Design and construction
- Architect: William Burn

References

= Dartrey Forest =

Historic estate on the Cavan-Monaghan border, Ireland

Dartrey Heritage

Dartrey Forest (sometimes Dartrey Estate or Dawson Grove Estate) is a forest and estate near Rockcorry in north-west County Monaghan, Ireland. It was formerly part of the Barony of Dartrey and was the country estate of the Dawson family, who had the title Earl of Dartrey from 1866 to 1933.

The once vast estate was centred on Dartrey House which was demolished in 1946. The forest's main gate is only a few miles from Cootehill. It is currently managed by Coillte as a commercial forest. The Forest is partially bordered by what is known locally as 'the Famine Wall', which stretches halfway along the road from Cootehill to Rockcorry (the R188). Just across the R188, the main Cootehill to Rockcorry road, near the main gate into the forest, is the Dawson Monument, a fine neo-Classical column designed by James Wyatt and erected around 1808. The column, just outside the forest, stands on the roadside.
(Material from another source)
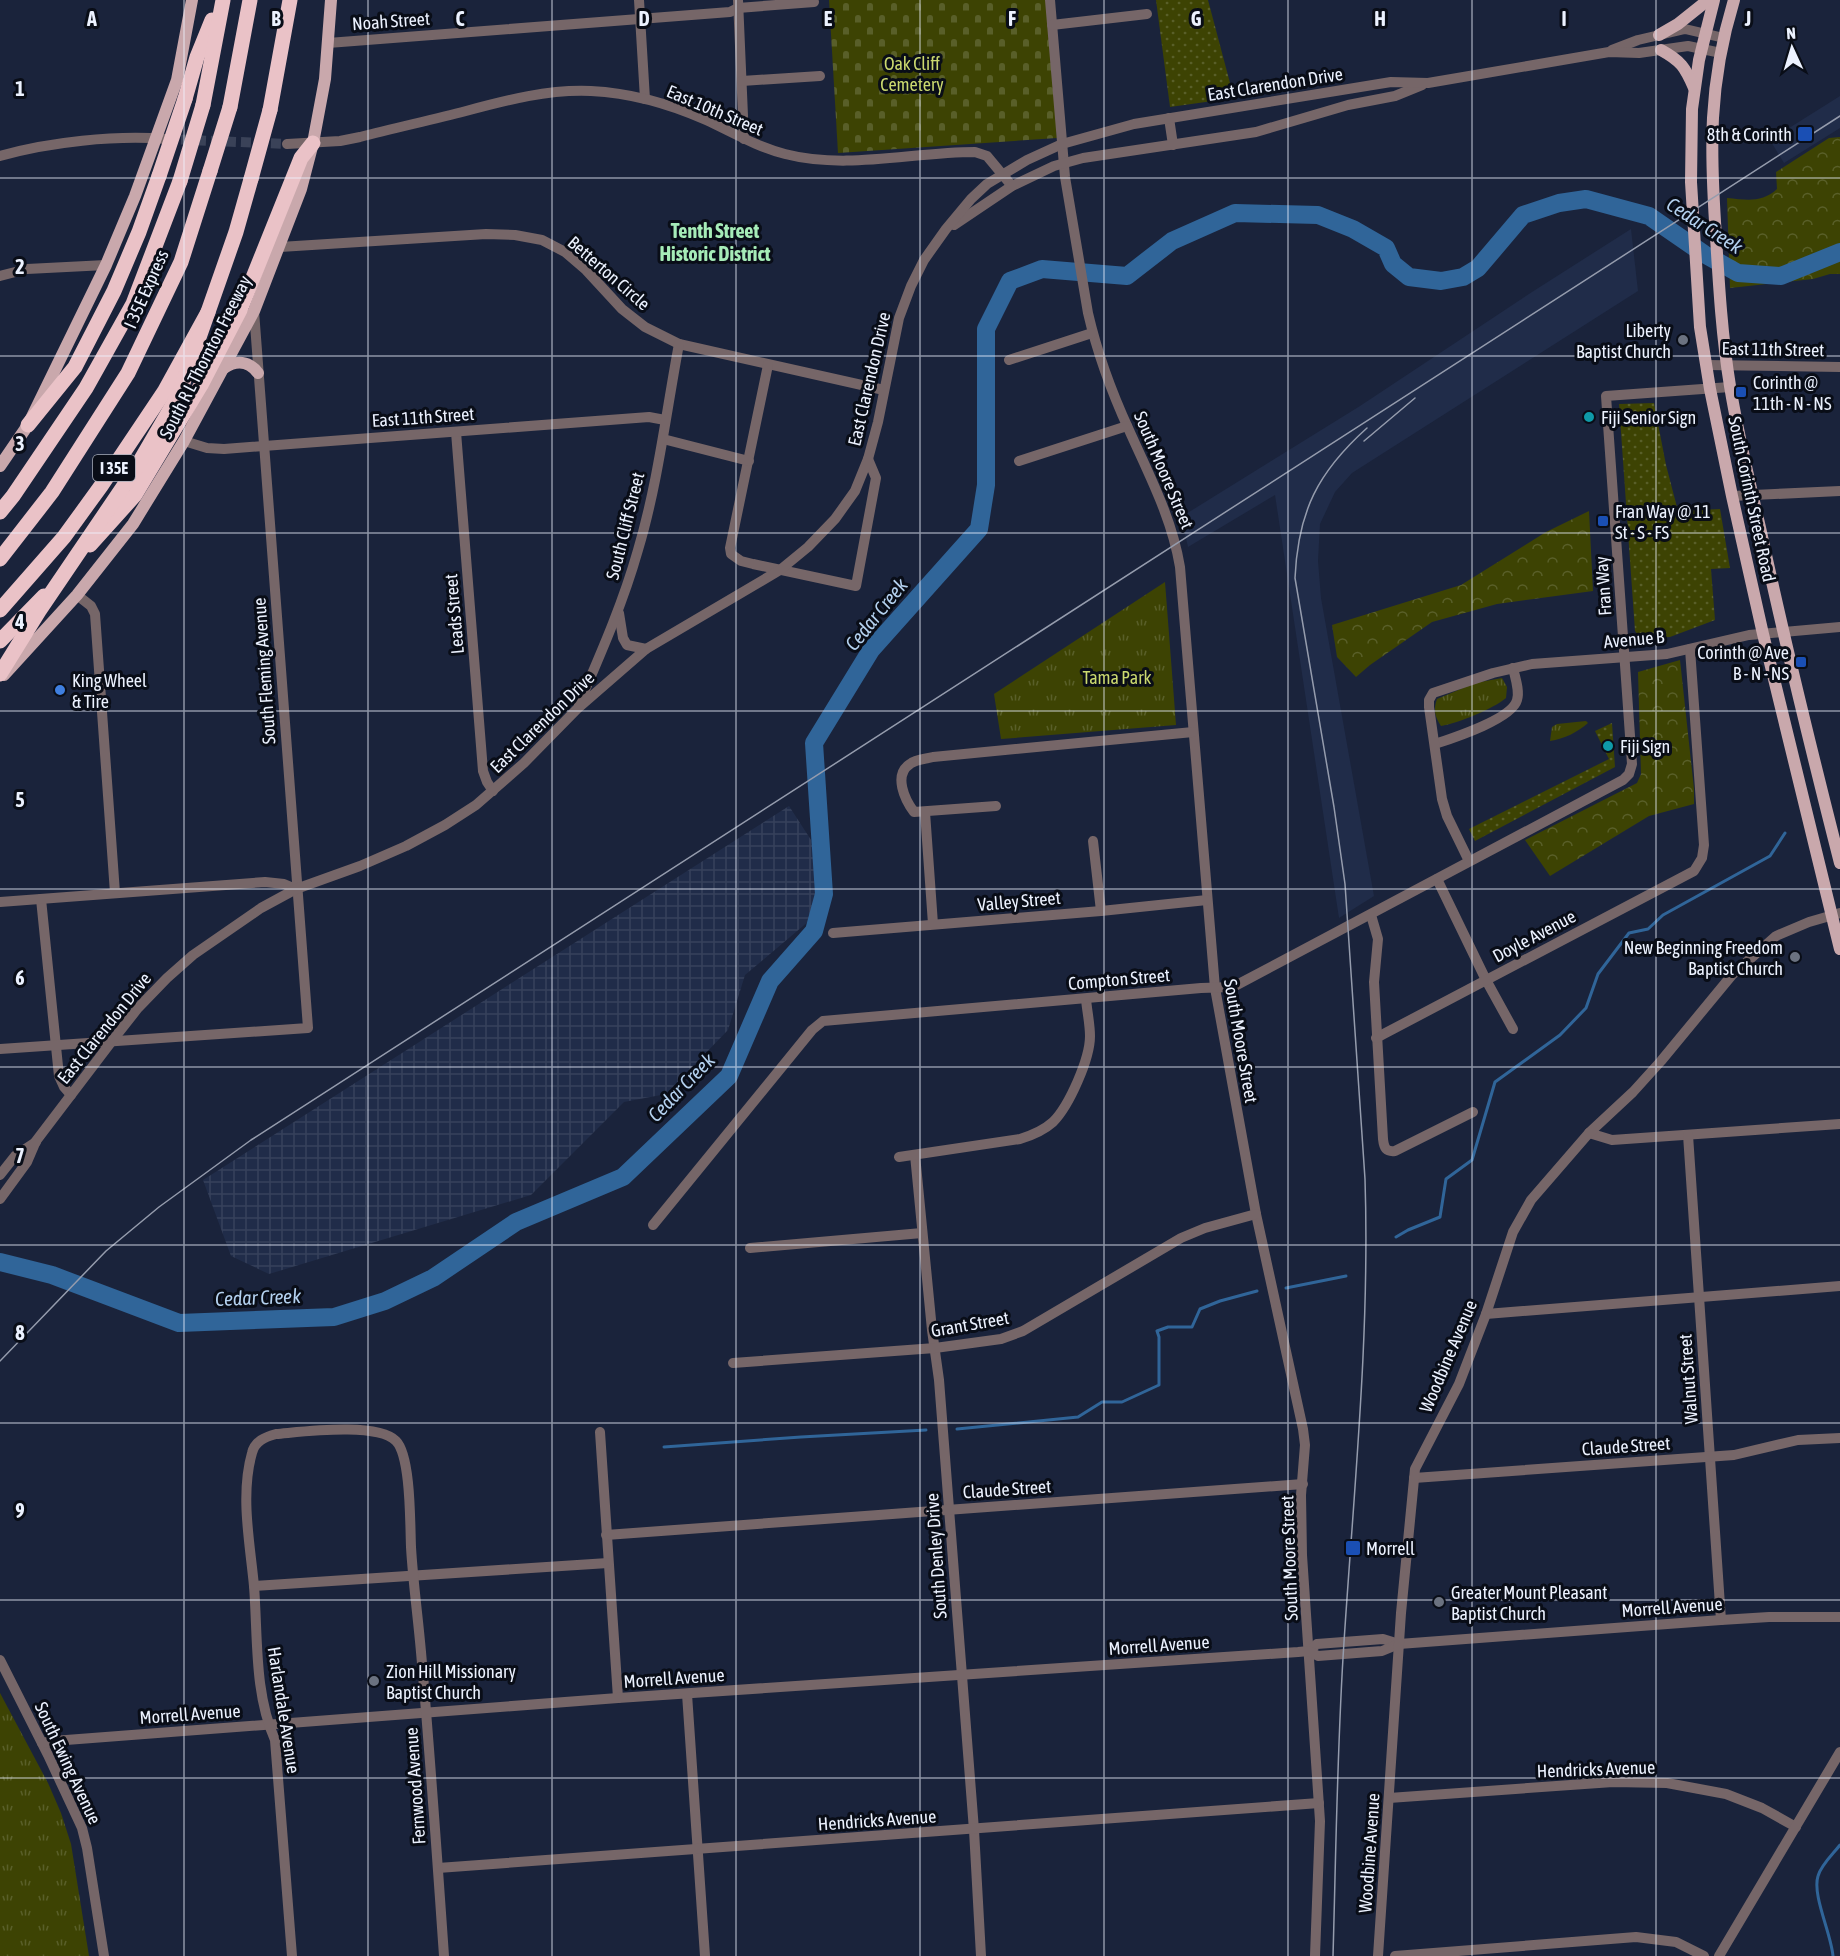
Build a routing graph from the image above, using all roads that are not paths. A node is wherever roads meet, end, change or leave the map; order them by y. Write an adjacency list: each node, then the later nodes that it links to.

The landscape of the forest and surrounding area is particularly beautiful, being composed of a series of lakes joined by the Dromore River. A description from 1844 states "the banks of the Cootehill (Dromore) River, for several miles above the town, furnish a constant series of very rich close landscapes, chiefly of the class which may be designated languishingly beautiful." The lakes have a number of crannógs which provided traditional fortification until, possibly, the late 16th century and perhaps helped facilitate trade with settlements up stream.

==Black Island and The Mausoleum==
Between the lakes is Black Island, a large island of considerable beauty, where a building, known locally as The 'Temple' or The Mausoleum and more formally as the Dawson Mausoleum is located. The mausoleum is of significant architectural importance, especially within an Irish context. Alas, the structure has suffered much decay over the years. Designed by James Wyatt in 1770, it is modelled on the Pantheon in Rome and is, according to John R. Redmill, DipArch, FRIAI, RIBA, a leading Irish architectural conservationist, "one of the most important 18th century buildings in Ireland". Although roofless for the last 40 years, historic preservation and restoration efforts are now being undertaken by the local Dartrey Heritage Association. (see link below for image of Temple) Although built as a mausoleum in fact it houses no remains yet still it remains a monument to universal grief and loss.

Black Island is connected with the mainland, western shore of the Inner Lough by the Iron Bridge, a fine iron structure that badly needs restoration.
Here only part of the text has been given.